Big River Man John Maringouin
Published Jun 04, 2009The man who holds the world record for long-distance swimming is a 53-year-old, overweight drunk driver and gambling addict from Slovenia, who set out to swim the Amazon River in 2007 to draw attention to rainforest destruction. But that's not even half the story.
Martin Strel is the kind of real-life character that would be impossible to invent, driven by an animal instinct and little concern for his mental or physical health. As his story hits progressively more bizarre turns, it takes on eerie elements of Fitzcarraldo or, more explicitly, Apocalypse Now; it helps that Strel resembles both Dennis Hopper and Marlon Brando from that film.

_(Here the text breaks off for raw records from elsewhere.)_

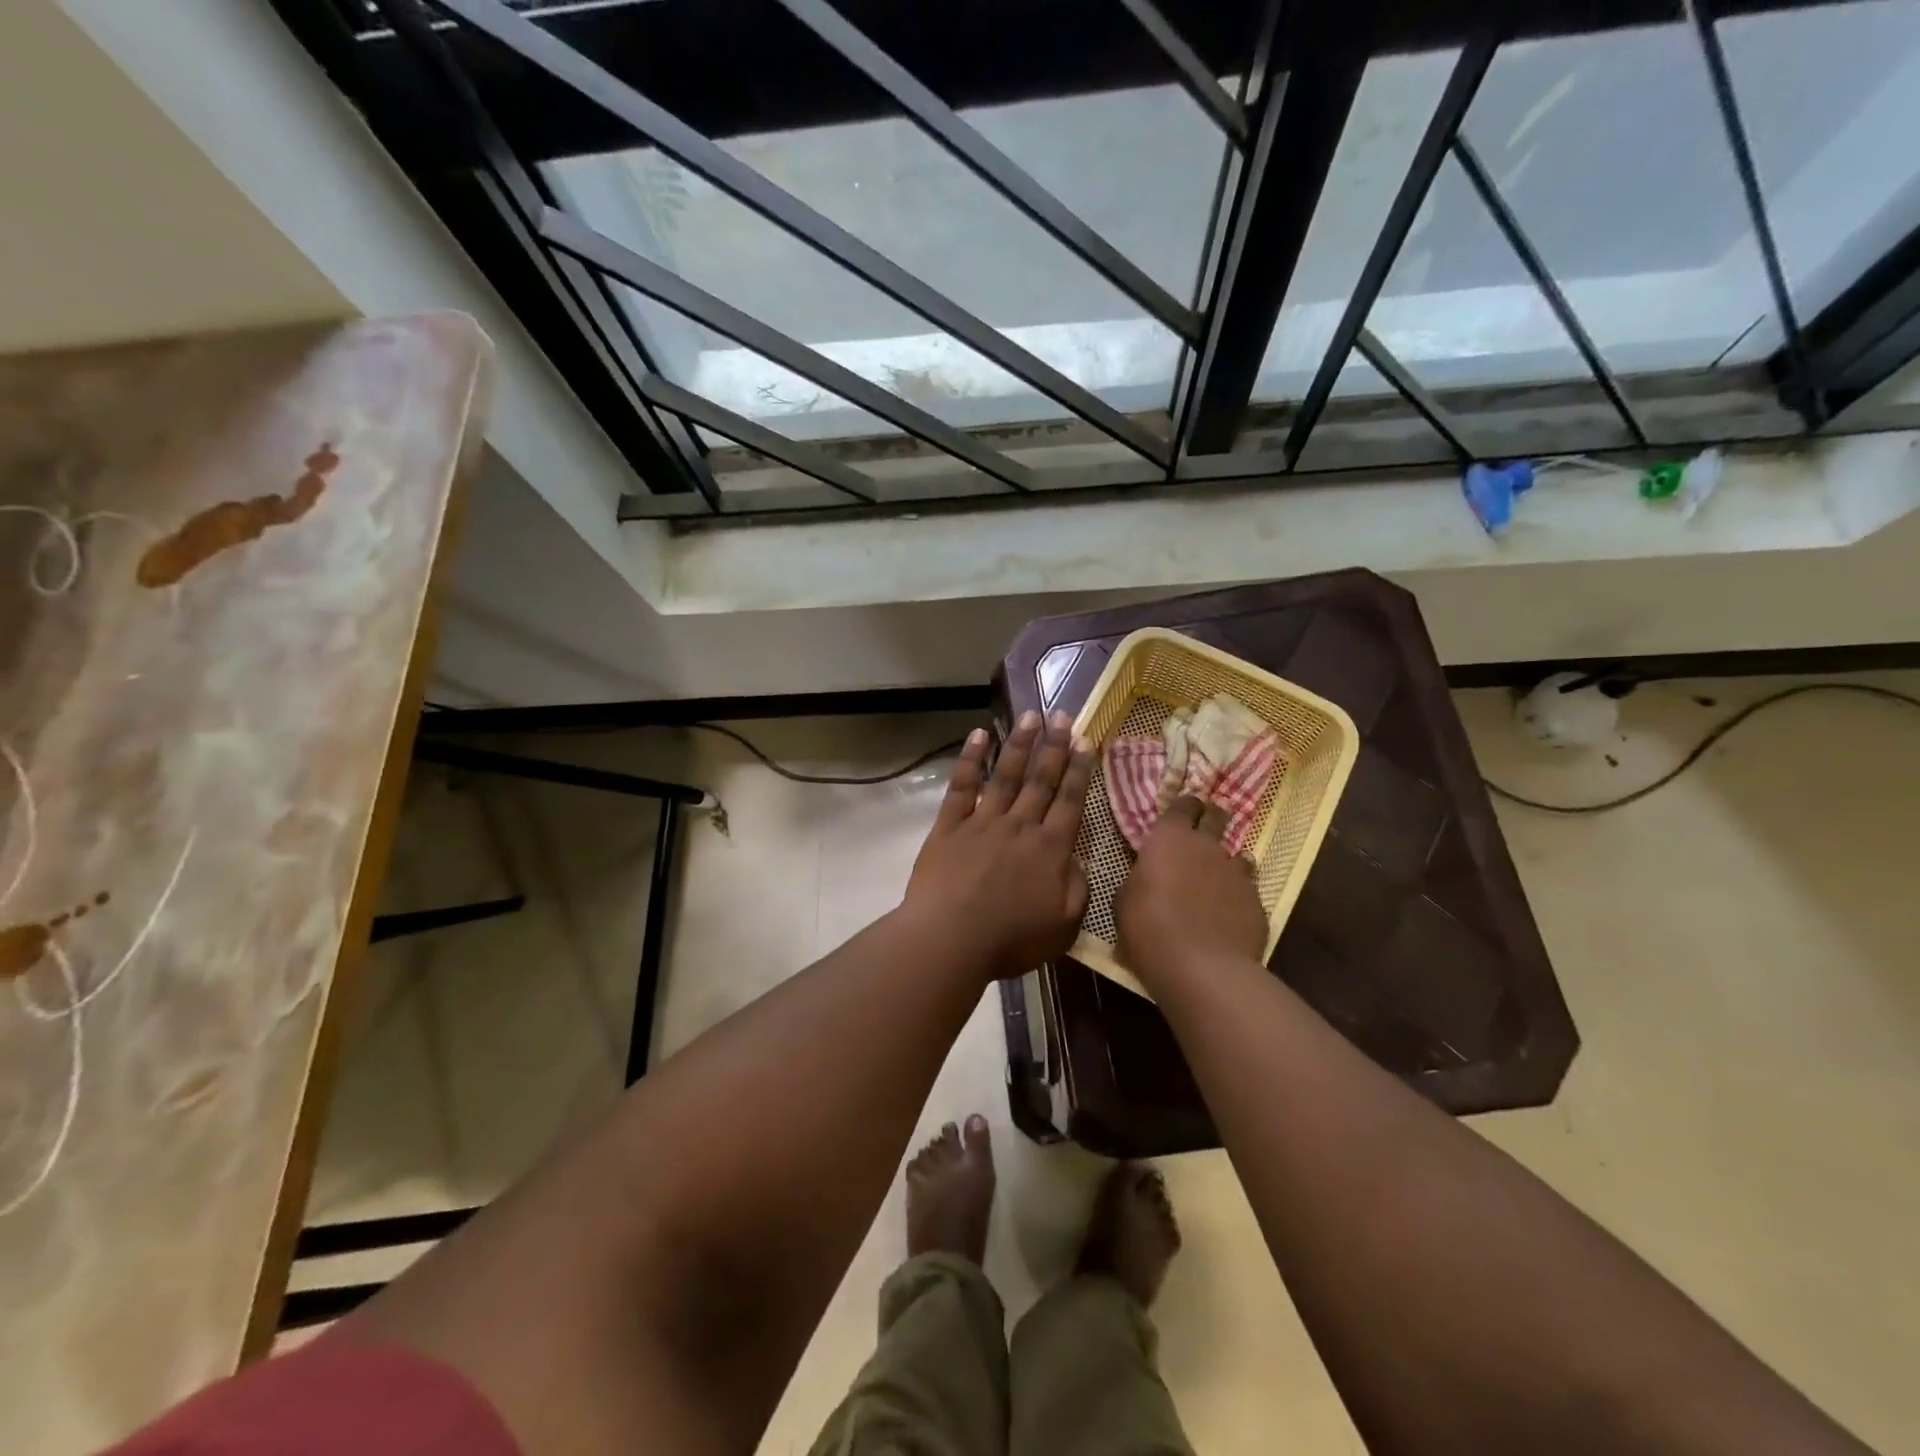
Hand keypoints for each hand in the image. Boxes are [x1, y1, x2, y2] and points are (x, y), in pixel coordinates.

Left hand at [905, 711, 1092, 980]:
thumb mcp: (1063, 925)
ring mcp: (983, 821)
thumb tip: (1078, 861)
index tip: (1086, 740)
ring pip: (1005, 774)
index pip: (1070, 801)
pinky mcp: (949, 825)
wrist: (951, 937)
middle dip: (1054, 746)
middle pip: (1040, 779)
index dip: (1079, 770)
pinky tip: (978, 735)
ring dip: (1019, 743)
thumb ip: (1077, 889)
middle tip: (1063, 715)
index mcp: (1050, 849)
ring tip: (1030, 715)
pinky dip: (970, 759)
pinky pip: (962, 785)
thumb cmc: (1010, 939)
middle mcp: (1020, 825)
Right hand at [1116, 795, 1268, 987]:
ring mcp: (1237, 872)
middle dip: (1212, 819)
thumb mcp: (1125, 900)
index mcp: (1169, 838)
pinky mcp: (1257, 901)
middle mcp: (1207, 846)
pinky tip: (1229, 914)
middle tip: (1204, 831)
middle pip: (1217, 817)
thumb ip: (1140, 879)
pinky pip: (1248, 889)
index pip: (1183, 805)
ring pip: (1236, 855)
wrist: (1201, 967)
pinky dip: (1238, 896)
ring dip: (1226, 863)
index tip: (1181, 814)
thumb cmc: (1148, 929)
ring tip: (1216, 880)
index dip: (1184, 807)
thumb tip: (1147, 877)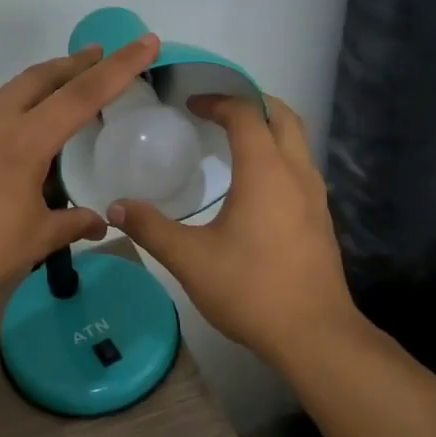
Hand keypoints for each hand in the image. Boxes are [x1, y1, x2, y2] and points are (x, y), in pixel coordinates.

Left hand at [0, 35, 162, 312]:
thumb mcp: (35, 239)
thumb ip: (72, 224)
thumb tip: (100, 222)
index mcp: (23, 140)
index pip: (82, 95)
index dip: (119, 67)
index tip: (145, 41)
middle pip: (40, 77)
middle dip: (74, 64)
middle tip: (99, 56)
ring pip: (9, 92)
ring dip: (40, 85)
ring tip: (60, 94)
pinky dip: (12, 110)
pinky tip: (15, 137)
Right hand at [106, 95, 356, 364]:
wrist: (313, 334)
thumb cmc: (250, 289)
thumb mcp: (189, 259)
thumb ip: (151, 228)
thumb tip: (115, 207)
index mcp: (265, 172)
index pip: (246, 114)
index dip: (218, 101)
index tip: (190, 104)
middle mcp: (296, 174)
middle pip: (282, 117)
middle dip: (251, 103)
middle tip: (218, 108)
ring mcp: (315, 197)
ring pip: (297, 142)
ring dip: (268, 129)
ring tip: (233, 139)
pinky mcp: (320, 219)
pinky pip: (300, 168)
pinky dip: (277, 155)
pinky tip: (254, 184)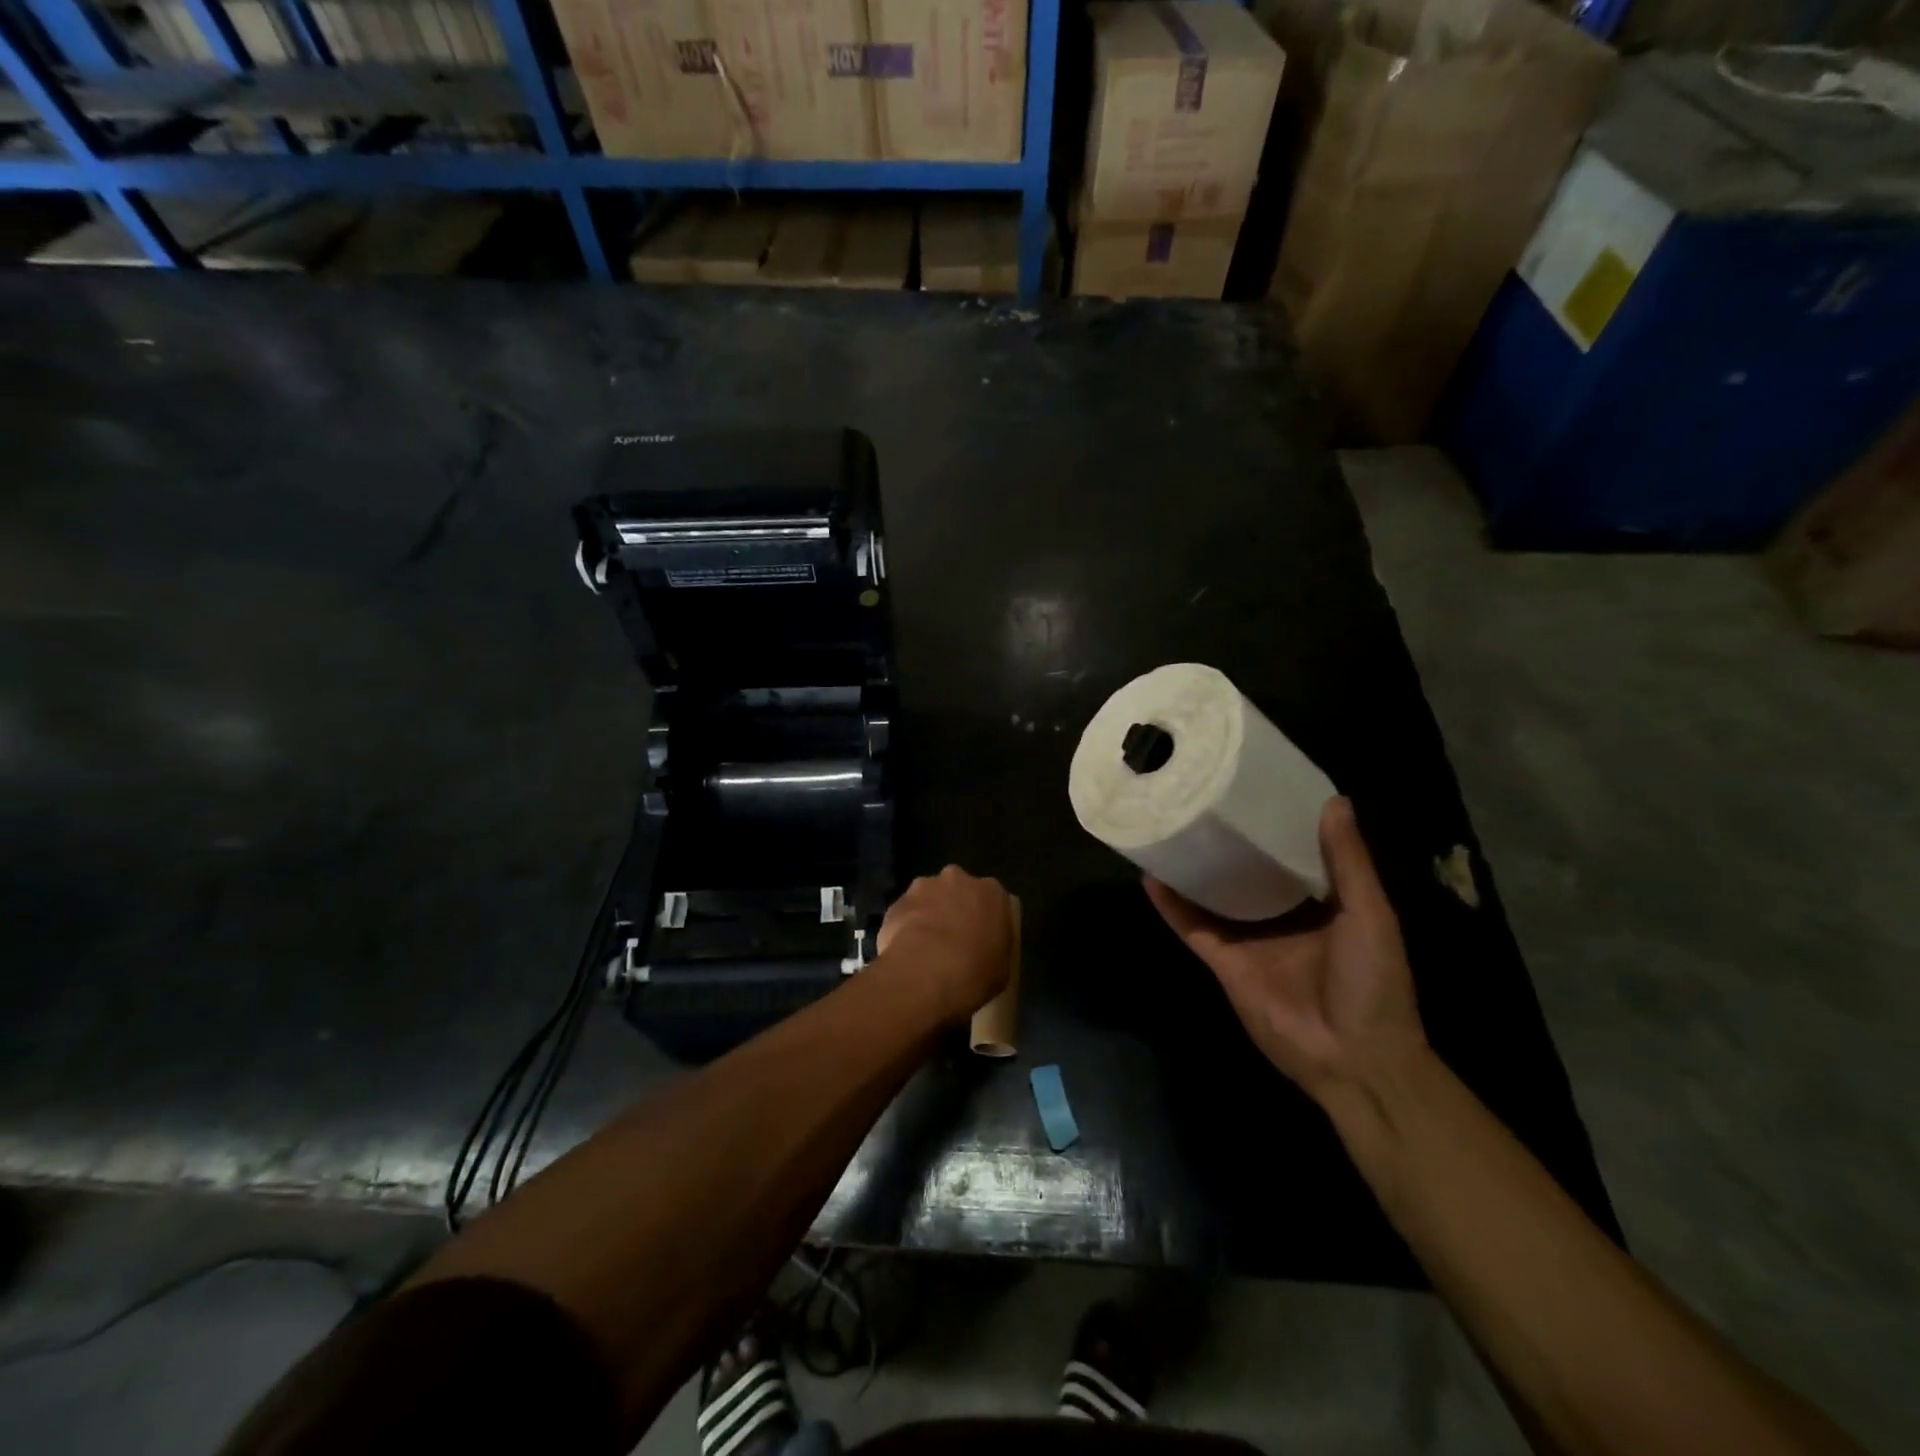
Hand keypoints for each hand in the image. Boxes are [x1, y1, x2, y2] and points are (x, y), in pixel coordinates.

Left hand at [877, 867, 1015, 1022]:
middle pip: (957, 890)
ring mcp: (923, 887)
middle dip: (954, 908)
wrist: (926, 974)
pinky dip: (905, 928)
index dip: (984, 919)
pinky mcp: (896, 903)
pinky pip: (905, 914)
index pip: (991, 900)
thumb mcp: (1002, 969)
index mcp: (991, 892)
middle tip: (953, 939)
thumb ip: (995, 948)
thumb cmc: (975, 973)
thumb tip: (985, 949)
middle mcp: (958, 879)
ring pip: (928, 897)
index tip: (980, 939)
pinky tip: (906, 953)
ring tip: (925, 948)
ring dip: (928, 914)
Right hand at [1144, 797, 1425, 1107]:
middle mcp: (1282, 916)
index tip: (1254, 789)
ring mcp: (1249, 939)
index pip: (1294, 854)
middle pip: (1247, 871)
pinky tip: (1150, 875)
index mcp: (1322, 903)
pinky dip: (1170, 905)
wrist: (1352, 1056)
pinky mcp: (1223, 960)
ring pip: (1213, 895)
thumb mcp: (1370, 914)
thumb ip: (1348, 862)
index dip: (1276, 825)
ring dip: (1193, 868)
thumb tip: (1334, 801)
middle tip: (1203, 800)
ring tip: (1169, 828)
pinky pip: (1192, 926)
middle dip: (1229, 842)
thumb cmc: (1372, 982)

But by the time his inexperienced river guide — who in real life is a Wisconsin Wal-Mart worker — starts believing that Strel is a Christ-like figure, the surreal has already become commonplace.
Big River Man is blessed with a character, narrative and setting that any director could make into a gripping film. Director John Maringouin goes several extra miles with grand cinematography and concise editing that distils Strel's complex character and his tragicomic epic journey with skilful economy.
Strel's feat was unheralded by Western media at the time. After this wildly entertaining and brutally honest film gets the audience it deserves, his quixotic vision will have been vindicated, although certainly not in the most flattering light.